» **Goal of the exercise**
Repeat every record below, word for word.

» **Data**
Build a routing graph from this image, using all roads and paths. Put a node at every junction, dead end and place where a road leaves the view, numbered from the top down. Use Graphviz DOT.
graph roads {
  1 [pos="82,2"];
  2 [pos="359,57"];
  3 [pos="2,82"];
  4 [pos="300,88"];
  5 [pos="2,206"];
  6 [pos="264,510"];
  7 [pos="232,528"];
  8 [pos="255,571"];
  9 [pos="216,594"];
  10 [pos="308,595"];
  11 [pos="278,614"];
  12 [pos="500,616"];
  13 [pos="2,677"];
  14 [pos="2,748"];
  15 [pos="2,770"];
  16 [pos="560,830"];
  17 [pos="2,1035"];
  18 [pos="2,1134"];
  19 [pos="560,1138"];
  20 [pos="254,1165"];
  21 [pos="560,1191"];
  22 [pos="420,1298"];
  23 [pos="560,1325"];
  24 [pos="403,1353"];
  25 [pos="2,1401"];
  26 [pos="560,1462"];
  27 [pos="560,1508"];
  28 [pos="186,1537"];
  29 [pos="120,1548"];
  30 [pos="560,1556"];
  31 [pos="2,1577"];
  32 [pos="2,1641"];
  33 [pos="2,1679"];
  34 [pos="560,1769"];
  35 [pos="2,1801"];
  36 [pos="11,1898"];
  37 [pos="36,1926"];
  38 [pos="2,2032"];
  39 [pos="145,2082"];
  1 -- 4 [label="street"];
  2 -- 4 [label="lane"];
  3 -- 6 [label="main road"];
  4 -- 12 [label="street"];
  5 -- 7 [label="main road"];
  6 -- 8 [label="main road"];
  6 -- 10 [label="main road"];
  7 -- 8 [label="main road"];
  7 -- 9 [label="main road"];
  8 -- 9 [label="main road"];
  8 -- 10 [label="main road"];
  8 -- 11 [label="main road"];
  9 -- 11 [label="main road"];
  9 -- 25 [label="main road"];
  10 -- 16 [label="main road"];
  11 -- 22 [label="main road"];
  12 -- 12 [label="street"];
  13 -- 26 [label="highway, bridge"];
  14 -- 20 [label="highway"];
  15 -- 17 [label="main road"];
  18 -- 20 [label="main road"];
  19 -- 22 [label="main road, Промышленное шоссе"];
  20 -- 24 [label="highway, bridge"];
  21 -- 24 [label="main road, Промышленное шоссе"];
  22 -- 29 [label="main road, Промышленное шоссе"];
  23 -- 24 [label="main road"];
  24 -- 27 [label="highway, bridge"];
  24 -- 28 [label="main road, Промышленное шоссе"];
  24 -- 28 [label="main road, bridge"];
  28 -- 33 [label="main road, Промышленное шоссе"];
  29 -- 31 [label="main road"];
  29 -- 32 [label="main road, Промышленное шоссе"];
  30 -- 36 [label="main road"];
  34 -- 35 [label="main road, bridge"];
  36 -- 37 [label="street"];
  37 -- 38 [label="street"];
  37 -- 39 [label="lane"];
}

» **Response to the exercise**
Build a routing graph from this image, using all roads and paths. Put a node at every junction, dead end and place where a road leaves the view, numbered from the top down. Use Graphviz DOT.
graph roads {
  1 [pos="82,2"];
  2 [pos="359,57"];
  3 [pos="2,82"];
  4 [pos="300,88"];
  5 [pos="2,206"];
  6 [pos="264,510"];
  7 [pos="232,528"];
  8 [pos="255,571"];
  9 [pos="216,594"];
  10 [pos="308,595"];
  11 [pos="278,614"];
  12 [pos="500,616"];
  13 [pos="2,677"];
  14 [pos="2,748"];
  15 [pos="2,770"];
  16 [pos="560,830"];
  17 [pos="2,1035"];
  18 [pos="2,1134"];
  19 [pos="560,1138"];
  20 [pos="254,1165"];
  21 [pos="560,1191"];
  22 [pos="420,1298"];
  23 [pos="560,1325"];
  24 [pos="403,1353"];
  25 [pos="2,1401"];
  26 [pos="560,1462"];
  27 [pos="560,1508"];
  28 [pos="186,1537"];
  29 [pos="120,1548"];
  30 [pos="560,1556"];
  31 [pos="2,1577"];
  32 [pos="2,1641"];
  33 [pos="2,1679"];
  34 [pos="560,1769"];
  35 [pos="2,1801"];
  36 [pos="11,1898"];
  37 [pos="36,1926"];
  38 [pos="2,2032"];
  39 [pos="145,2082"];
  1 -- 4 [label="street"];
  2 -- 4 [label="lane"];
  3 -- 6 [label="main road"];
  4 -- 12 [label="street"];
  5 -- 7 [label="main road"];
  6 -- 8 [label="main road"];
  6 -- 10 [label="main road"];
  7 -- 8 [label="main road"];
  7 -- 9 [label="main road"];
  8 -- 9 [label="main road"];
  8 -- 10 [label="main road"];
  8 -- 11 [label="main road"];
  9 -- 11 [label="main road"];
  9 -- 25 [label="main road"];
  10 -- 16 [label="main road"];
  11 -- 22 [label="main road"];
  12 -- 12 [label="street"];
  13 -- 26 [label="highway, bridge"];
  14 -- 20 [label="highway"];
  15 -- 17 [label="main road"];
  18 -- 20 [label="main road"];
  19 -- 22 [label="main road, Промышленное шоссе"];
  20 -- 24 [label="highway, bridge"];
  21 -- 24 [label="main road, Промышленное шоссе"];
  22 -- 29 [label="main road, Промышленное шоссе"];
  23 -- 24 [label="main road"];
  24 -- 27 [label="highway, bridge"];
  24 -- 28 [label="main road, Промышленное шоссе"];
  24 -- 28 [label="main road, bridge"];
  28 -- 33 [label="main road, Промышленное шоссе"];
  29 -- 31 [label="main road"];
  29 -- 32 [label="main road, Промышленное шоссе"];
  30 -- 36 [label="main road"];
  34 -- 35 [label="main road, bridge"];
  36 -- 37 [label="street"];
  37 -- 38 [label="street"];
  37 -- 39 [label="lane"];
}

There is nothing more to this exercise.